Weihnachtsschmuck, über dts Nachrichtenagentur

Berlin (dts Nachrichtenagentur) – Der Kandidat für den CDU-Vorsitz Friedrich Merz hat Bund und Länder eindringlich davor gewarnt, die Corona-bedingten Restriktionen über Weihnachten aufrechtzuerhalten. "Man kann doch wohl Mitte November schon sagen, dass Weihnachten in den Familien stattfinden kann", sagte er dem "Tagesspiegel" (Sonntagausgabe). Das sollte nicht in Frage gestellt werden, so Merz.

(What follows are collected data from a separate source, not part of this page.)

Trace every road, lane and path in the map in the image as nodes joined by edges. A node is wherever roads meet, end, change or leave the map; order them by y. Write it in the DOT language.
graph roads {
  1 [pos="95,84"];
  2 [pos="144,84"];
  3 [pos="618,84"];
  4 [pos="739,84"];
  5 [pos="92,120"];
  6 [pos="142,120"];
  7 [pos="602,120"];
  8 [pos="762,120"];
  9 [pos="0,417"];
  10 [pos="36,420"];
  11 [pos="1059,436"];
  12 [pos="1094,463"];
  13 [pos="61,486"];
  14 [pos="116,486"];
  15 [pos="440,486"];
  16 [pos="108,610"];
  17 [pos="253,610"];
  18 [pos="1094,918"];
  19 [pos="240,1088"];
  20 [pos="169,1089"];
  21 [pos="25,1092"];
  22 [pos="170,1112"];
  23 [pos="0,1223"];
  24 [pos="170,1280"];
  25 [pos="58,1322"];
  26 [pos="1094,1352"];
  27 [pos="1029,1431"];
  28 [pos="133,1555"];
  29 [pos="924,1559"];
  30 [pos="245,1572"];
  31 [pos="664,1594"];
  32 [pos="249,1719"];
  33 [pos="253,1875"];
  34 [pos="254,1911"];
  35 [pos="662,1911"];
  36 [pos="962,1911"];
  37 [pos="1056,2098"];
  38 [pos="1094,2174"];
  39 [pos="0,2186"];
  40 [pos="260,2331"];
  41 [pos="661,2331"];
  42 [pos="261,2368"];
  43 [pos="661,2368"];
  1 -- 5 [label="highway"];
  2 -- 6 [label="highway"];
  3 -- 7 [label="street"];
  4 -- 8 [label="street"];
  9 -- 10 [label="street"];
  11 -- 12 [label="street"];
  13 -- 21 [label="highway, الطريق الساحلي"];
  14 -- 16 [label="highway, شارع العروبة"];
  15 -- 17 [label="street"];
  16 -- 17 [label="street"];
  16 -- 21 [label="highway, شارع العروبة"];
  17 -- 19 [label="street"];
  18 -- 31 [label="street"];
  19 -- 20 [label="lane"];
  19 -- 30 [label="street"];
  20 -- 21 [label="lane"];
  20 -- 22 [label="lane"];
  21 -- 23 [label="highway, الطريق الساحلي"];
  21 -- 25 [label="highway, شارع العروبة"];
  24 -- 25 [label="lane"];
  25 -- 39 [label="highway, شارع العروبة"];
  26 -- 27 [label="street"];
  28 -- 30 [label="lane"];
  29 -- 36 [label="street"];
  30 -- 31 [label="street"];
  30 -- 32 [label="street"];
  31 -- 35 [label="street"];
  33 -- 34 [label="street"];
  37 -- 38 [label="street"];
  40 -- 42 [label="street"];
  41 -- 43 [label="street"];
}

"Ich persönlich sage: Es geht den Staat auch nichts an, wie ich mit meiner Familie Weihnachten feiere." Er mahnte eine längerfristige Strategie an – skeptisch zeigte er sich wegen der Menschenansammlungen was Silvesterpartys angeht. "Auch was den Jahreswechsel betrifft, kann man doch jetzt auch einmal schon einen Ausblick geben: Silvesterpartys können wohl nicht stattfinden. Auch das könnte man Mitte November schon einmal sagen, so viel wird sich bis Ende des Jahres nicht ändern." Er würde sich Staatsbürger dieses Landes "ein bisschen mehr Horizont in der zeitlichen Planung" wünschen.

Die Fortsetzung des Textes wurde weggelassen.